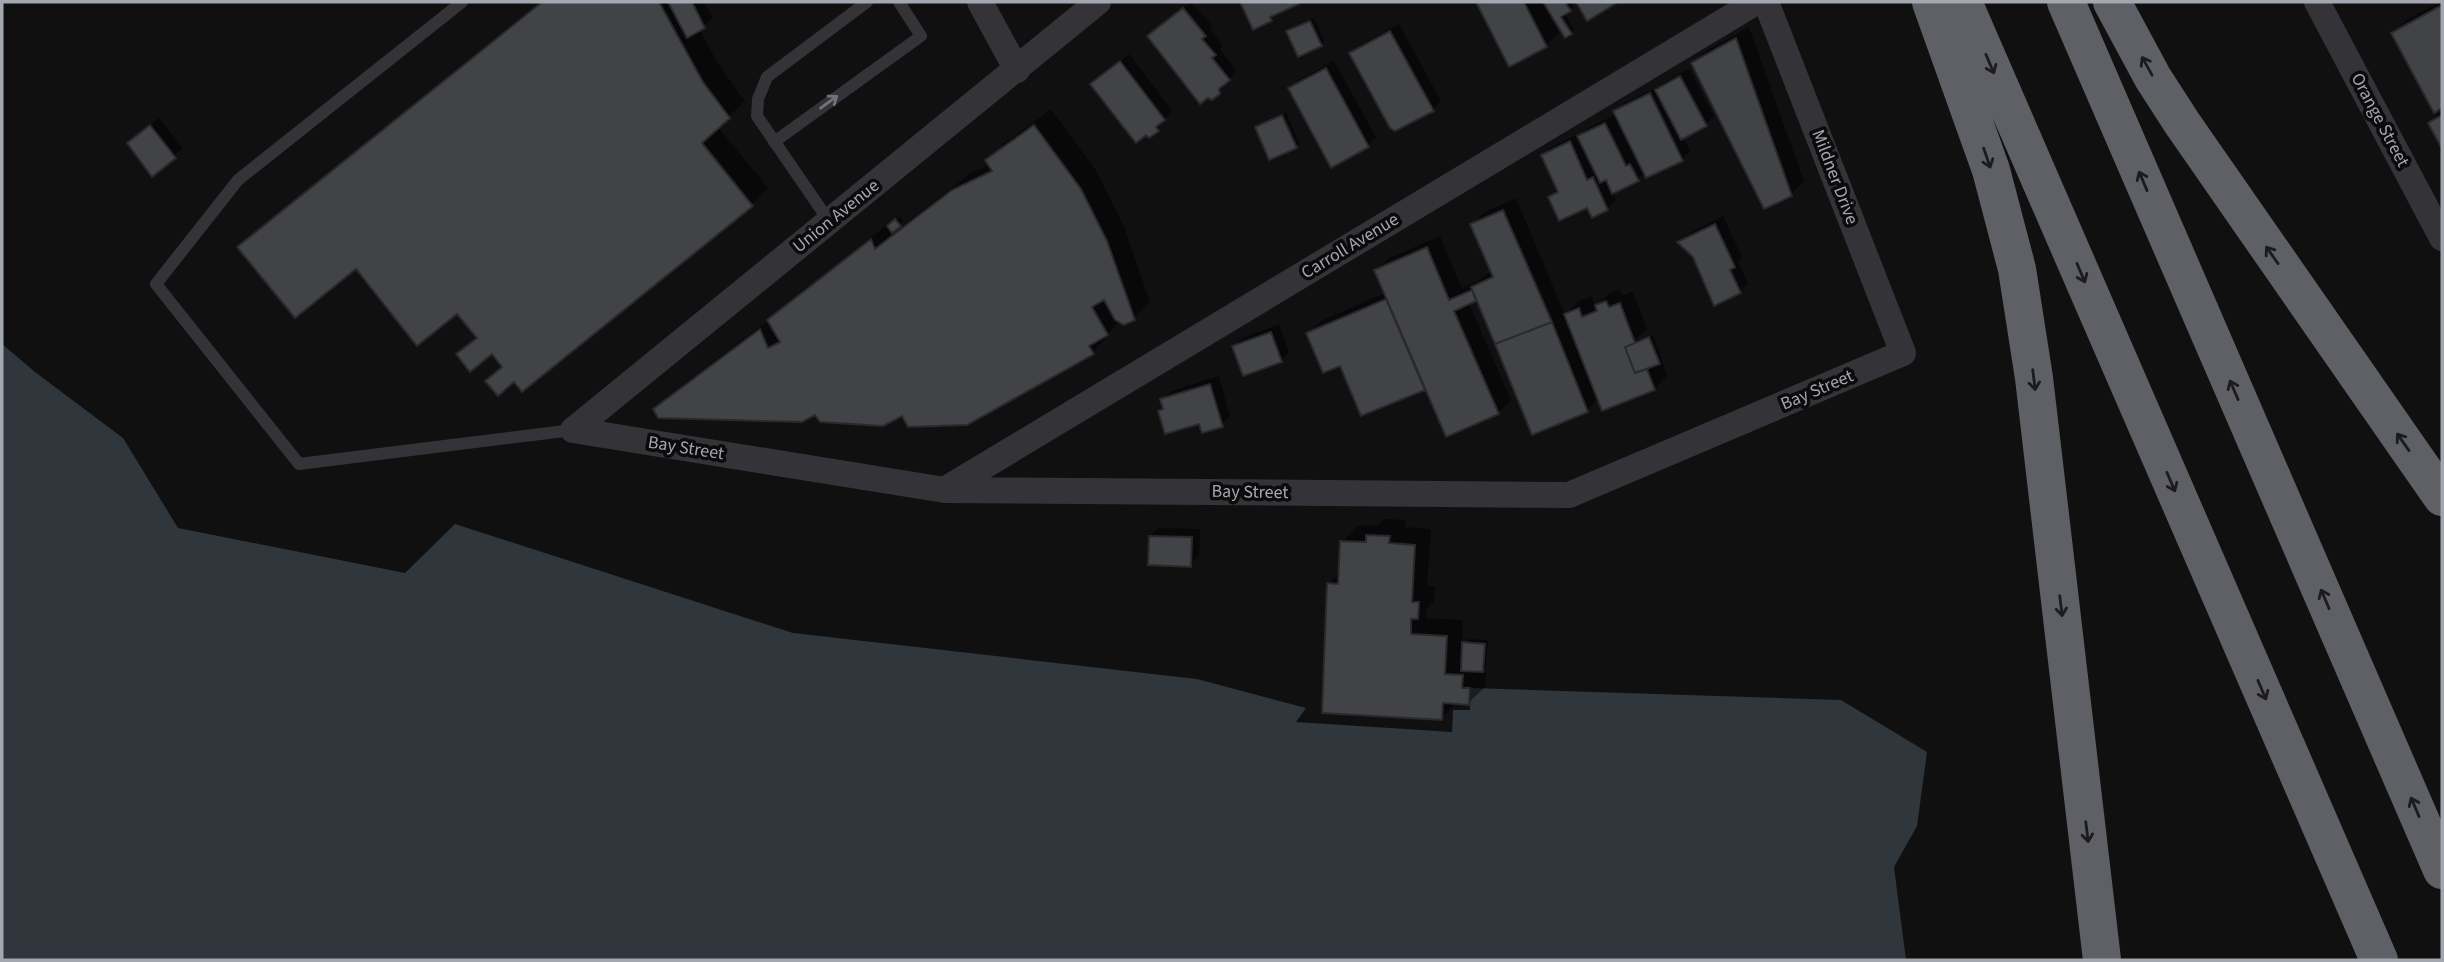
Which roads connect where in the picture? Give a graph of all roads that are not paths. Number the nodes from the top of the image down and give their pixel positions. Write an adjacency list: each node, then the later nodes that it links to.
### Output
1 (462, 2): 18 (lane)
2 (867, 2): 14 (lane)
3 (899, 2): 14 (lane, one-way to 3)
4 (979, 2): 13 (street)
5 (1098, 2): 13 (street, Union Avenue)
6 (1756, 2): 19 (street, Carroll Avenue)
7 (1766, 2): 17 (street, Mildner Drive)
8 (1930, 2): 22 (highway, one-way to 22)
9 (1963, 2): 23 (highway, one-way to 23)
10 (2066, 2): 21 (highway, one-way to 10)
11 (2112, 2): 20 (highway, one-way to 11)
12 (2317, 2): 16 (street, Orange Street)
13 (1017, 70): 15 (street, Union Avenue)
14 (774, 142): 15 (lane)
15 (829, 221): 18 (street, Union Avenue)
16 (2442, 238)
17 (1903, 353): 19 (street, Bay Street)
18 (573, 430): 19 (street, Bay Street)
19 (945, 490)
20 (2442, 497)
21 (2442, 870)
22 (2102, 960)
23 (2379, 960)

• _Work to be completed_:
Would you provide an exact, picture-free copy of the data above?

• _Exercise result_:
Which roads connect where in the picture? Give a graph of all roads that are not paths. Number the nodes from the top of the image down and give their pixel positions. Write an adjacency list: each node, then the later nodes that it links to.
### Output
1 (462, 2): 18 (lane)
2 (867, 2): 14 (lane)
3 (899, 2): 14 (lane, one-way to 3)
4 (979, 2): 13 (street)
5 (1098, 2): 13 (street, Union Avenue)
6 (1756, 2): 19 (street, Carroll Avenue)
7 (1766, 2): 17 (street, Mildner Drive)
8 (1930, 2): 22 (highway, one-way to 22)
9 (1963, 2): 23 (highway, one-way to 23)
10 (2066, 2): 21 (highway, one-way to 10)
11 (2112, 2): 20 (highway, one-way to 11)
12 (2317, 2): 16 (street, Orange Street)
13 (1017, 70): 15 (street, Union Avenue)
14 (774, 142): 15 (lane)
15 (829, 221): 18 (street, Union Avenue)
16 (2442, 238)
17 (1903, 353): 19 (street, Bay Street)
18 (573, 430): 19 (street, Bay Street)
19 (945, 490)
20 (2442, 497)
21 (2442, 870)
22 (2102, 960)
23 (2379, 960)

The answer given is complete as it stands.